→ GIVEN RECORDS:
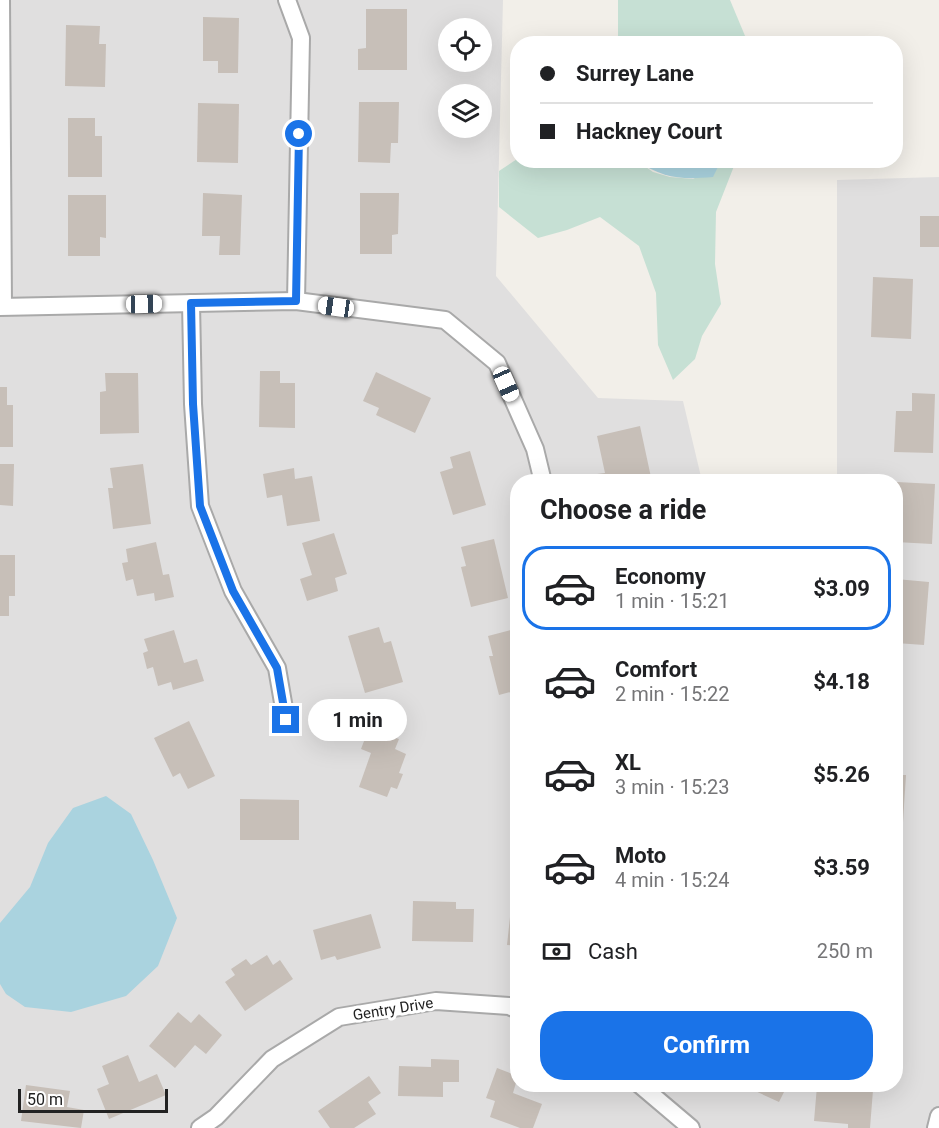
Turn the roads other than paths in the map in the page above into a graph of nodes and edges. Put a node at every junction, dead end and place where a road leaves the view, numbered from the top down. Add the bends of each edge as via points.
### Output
1 (1, 0) edge
2 (287, 0) edge
3 (296, 301) junction
4 (191, 303) junction
5 (1, 307) edge
6 (541, 474) edge
7 (286, 720) dead end
8 (510, 1006) edge
9 (648, 1092) edge
10 (939, 1116) edge
11 (201, 1128) edge
12 (691, 1128) edge
13 (936, 1128) edge

1 - 5 street
2 - 3 street via 301,38
3 - 4 street
3 - 6 street via 444,320 497,363 535,449
4 - 5 street
4 - 7 street via 200,506 233,591 277,668
8 - 11 street, Gentry Drive via 436,1001 339,1017 272,1059
9 - 12 street
10 - 13 street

→ WORK REQUEST:
When the listing is transcribed, every line must match the original exactly, and the pictures must be left out.

→ WRITTEN RESPONSE:
Turn the roads other than paths in the map in the page above into a graph of nodes and edges. Put a node at every junction, dead end and place where a road leaves the view, numbered from the top down. Add the bends of each edge as via points.
### Output
1 (1, 0) edge
2 (287, 0) edge
3 (296, 301) junction
4 (191, 303) junction
5 (1, 307) edge
6 (541, 474) edge
7 (286, 720) dead end
8 (510, 1006) edge
9 (648, 1092) edge
10 (939, 1116) edge
11 (201, 1128) edge
12 (691, 1128) edge
13 (936, 1128) edge

1 - 5 street
2 - 3 street via 301,38
3 - 4 street
3 - 6 street via 444,320 497,363 535,449
4 - 5 street
4 - 7 street via 200,506 233,591 277,668
8 - 11 street, Gentry Drive via 436,1001 339,1017 272,1059
9 - 12 street
10 - 13 street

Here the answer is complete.